Digital poverty in the UK

A national assessment examining the scale, drivers and impacts of digital poverty in the UK, with implications for health and social care access.

Key statistics

  • an estimated 13-19 million people aged 16 and over in the UK experience digital poverty
  • digital poverty is driven by income constraints, infrastructure gaps and limited digital skills
  • significant regional variation exists in levels of digital poverty
  • modelling suggests substantial social and economic benefits from reducing digital poverty.

Key messages

  • digital poverty affects a large proportion of the UK population
  • lack of access to devices, connectivity and skills is unevenly distributed
  • digital access is closely linked to income, geography and education
  • reducing digital poverty delivers wider social and economic benefits
  • digital access functions as a determinant of health and social care inequality.

Policy implications

  • funding for devices and connectivity is needed at population scale
  • digital skills support should be embedded within public services
  • national and local strategies must address infrastructure and affordability
  • tackling digital poverty is integral to reducing inequalities in health and social care.

Gaps

  • need for more granular data on impacts for specific population groups
  • challenges in evaluating long-term effects of large-scale digital inclusion programmes.

Commentary
This report positions digital access as a foundational condition for participation in modern health and social care systems. By quantifying the scale of digital poverty and its underlying drivers, it shows that exclusion from digital services is not marginal but widespread.

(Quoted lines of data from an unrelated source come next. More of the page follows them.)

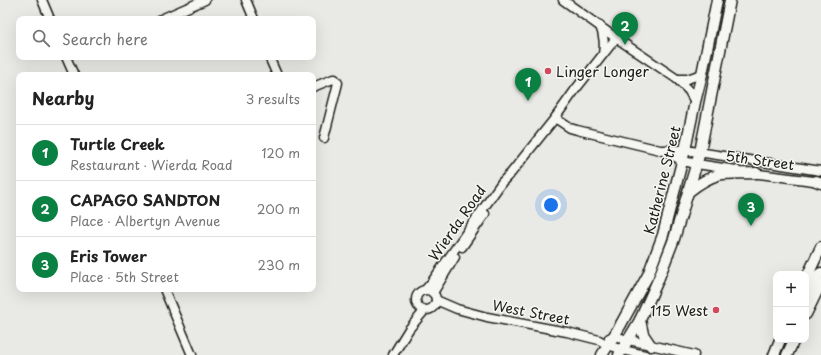 <!DOCTYPE html>
<meta charset="utf-8">
<style>
body{margin:0;font-family:"Playpen Sans",sans-serif;background:#f6f6f6;color:#222}
.controls{position:absolute;right:12px;bottom:12px;display:grid;overflow:hidden;border-radius:8px;box-shadow:0 4px 16px #0002}
.controls button{width:36px;height:36px;display:grid;place-items:center;padding:0;border:0;border-bottom:1px solid #e0e0e0;background:#fff;color:#222;font:20px sans-serif}
.you{position:absolute;left:551px;top:205px;width:14px;height:14px;margin:-10px;border:3px solid #fff;border-radius:50%;background:#1a73e8;box-shadow:0 0 0 6px #1a73e833}
.badge{display:grid;place-items:center;width:26px;height:26px;border-radius:50%;background:#0b8043;color:#fff;font-size:13px;font-weight:700}
.pin{position:absolute;translate:-50% -33px;filter:drop-shadow(0 1px 2px #0008)}
.pin::after{content:'';position:absolute;top:21px;width:14px;height:12px;background:inherit;clip-path:polygon(0 0,100% 0,50% 100%)}
.list{margin:0;padding:0;list-style:none}
h2{display:flex;justify-content:space-between;align-items:center;height:52px;margin:0;padding:0 16px;font-size:17px}
h2 small{font-size:13px;font-weight:400;color:#767676}
.list li{display:grid;grid-template-columns:26px 1fr auto;gap:12px;align-items:center;box-sizing:border-box;height:56px;padding:0 16px;border-top:1px solid #e0e0e0}
.list b{display:block;font-size:15px;white-space:nowrap}
.list p{margin:0;font-size:13px;white-space:nowrap;color:#767676}
.list em{font-size:13px;font-style:normal;color:#767676}
.icon{flex:none;width:22px;height:22px;fill:none;stroke:currentColor;stroke-width:2;stroke-linecap:round;stroke-linejoin:round}
.map{position:relative;flex:none;width:821px;height:355px;overflow:hidden}
.search{position:absolute;background:#fff;box-shadow:0 4px 16px #0002;left:16px;top:16px;width:300px;height:44px;display:flex;align-items:center;gap:10px;box-sizing:border-box;padding:0 14px;border-radius:8px;color:#767676;font-size:15px}
.panel{position:absolute;background:#fff;box-shadow:0 4px 16px #0002;left:16px;top:72px;width:300px;height:220px;border-radius:8px}
.map>svg:first-child{display:block}
</style>
<div class="map">
<svg width="821" height="355" viewBox="0 0 821 355">
<rect width="100%" height="100%" fill="#e9e9e5"/>
<filter id="ink" filterUnits="userSpaceOnUse"><feTurbulence type="fractalNoise" baseFrequency=".025" numOctaves="2"/><feDisplacementMap in="SourceGraphic" scale="8" xChannelSelector="R" yChannelSelector="G"/><feConvolveMatrix kernelMatrix="1 2 1 2 8 2 1 2 1" color-interpolation-filters="sRGB"/></filter>
<g filter="url(#ink)">
<g fill="none" stroke-linecap="round" stroke-linejoin="round">
<!-- minor casing -->
<g stroke="#1c1c1c" stroke-width="11">
<g id="minor">
<polyline points="42,0 50,19"/>
<polyline points="246,0 254,19"/>
<polyline points="563,0 616,38 677,79 689,91 695,102"/>
<polyline points="161,19 205,0"/>
<path d="M 600,26 C 604,36 605,44 603,54"/>
<polyline points="66,57 74,75"/>
<polyline points="269,57 277,75"/>
<polyline points="677,79 687,79 702,74"/>
<polyline points="313,87 333,79 335,79 338,83 324,138"/>
<polyline points="555,118 570,128 577,130 660,150 685,150 821,171"/>
<polyline points="663,151 683,161 697,164 736,170"/>
<polyline points="751,173 821,182"/>
<polyline points="462,247 485,214"/>
<polyline points="164,289 192,355"/>
<circle cx="426" cy="300" r="10"/>
<polyline points="425,290 431,283 502,182 511,173 555,118 575,90 616,38"/>
<polyline points="433,293 455,257"/>
<polyline points="436,300 457,309 487,317 567,332 599,340 608,345 623,350 645,355"/>
<polyline points="609,338 614,336 629,340 694,355"/>
<polyline points="393,355 409,329 425,310"/>
</g>
</g>
<!-- major casing -->
<g stroke="#1c1c1c" stroke-width="13">
<g id="major">
<polyline points="816,181 821,183"/>
<path d="M 688,192 C 697,185 707,178 718,175 C 730,172 744,174 756,173"/>
<polyline points="806,279 821,247"/>
<polyline points="806,297 816,277 821,273"/>
<polyline points="806,314 821,283"/>
<polyline points="640,320 643,334 651,346"/>
<polyline points="602,355 620,326 648,275 663,235 685,150 695,102 702,74 717,0"/>
<polyline points="619,355 640,320 658,280 674,239 700,152 730,0"/>
<polyline points="774,355 780,340"/>
<polyline points="787,355 794,340"/>
</g>
</g>
<!-- minor -->
<use href="#minor" stroke="#f6f6f2" stroke-width="8"/>
<!-- major -->
<use href="#major" stroke="#f6f6f2" stroke-width="10"/>
</g>
</g>
<!-- markers -->
<g fill="#d1495b" stroke="#f6f6f2" stroke-width="1.5">
<circle cx="548" cy="71" r="4"/>
<circle cx="716" cy="310" r="4"/>
</g>
<g text-anchor="middle" dominant-baseline="central" stroke-width="3" stroke-linejoin="round" paint-order="stroke">
<!-- poi labels -->
<g font-size="14" fill="#1c1c1c" stroke="#f6f6f2" text-anchor="start">
<text x="556" y="71">Linger Longer</text>
<text x="708" y="310" text-anchor="end">115 West</text>
</g>
<!-- street labels -->
<g font-size="14" fill="#1c1c1c" stroke="#f6f6f2">
<text transform="translate(760 160) rotate(8)">5th Street</text>
<text transform="translate(662 180) rotate(-76)">Katherine Street</text>
<text transform="translate(457 223) rotate(-55)">Wierda Road</text>
<text transform="translate(531 312) rotate(11)">West Street</text>
</g>
</g>
</svg>
<div class="controls">
<button>+</button>
<button>−</button>
</div>
<div class="you"></div>
<div class="pin badge" style="left:528px;top:101px">1</div>
<div class="pin badge" style="left:625px;top:45px">2</div>
<div class="pin badge" style="left:751px;top:226px">3</div>
<div class="search"><svg class="icon" aria-label="search" viewBox="0 0 24 24"><circle cx="10" cy="10" r="6"/><path d="M15 15l6 6"/></svg>Search here</div>
<section class="panel">
<h2>Nearby<small>3 results</small></h2>
<ul class="list">
<li><span class="badge">1</span><div><b>Turtle Creek</b><p>Restaurant · Wierda Road</p></div><em>120 m</em></li>
<li><span class="badge">2</span><div><b>CAPAGO SANDTON</b><p>Place · Albertyn Avenue</p></div><em>200 m</em></li>
<li><span class="badge">3</span><div><b>Eris Tower</b><p>Place · 5th Street</p></div><em>230 m</em></li>
</ul>
</section>
</div>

The findings highlight how digital poverty maps onto existing patterns of disadvantage. People with lower incomes, weaker infrastructure and fewer digital skills are more likely to face barriers to online health information, digital appointments and technology-enabled care. As digital routes become increasingly embedded in service delivery, these gaps translate directly into unequal access.

Rather than framing digital exclusion as an individual deficit, the report emphasises its structural nature. Access to devices, affordable connectivity and skills support emerges as a prerequisite for fair access to care, not an optional add-on.

Overall, the analysis supports that efforts to expand digital health and care must be accompanied by large-scale investment in inclusion. Without addressing digital poverty directly, the use of technology in care risks reinforcing existing social and care inequalities rather than helping to reduce them.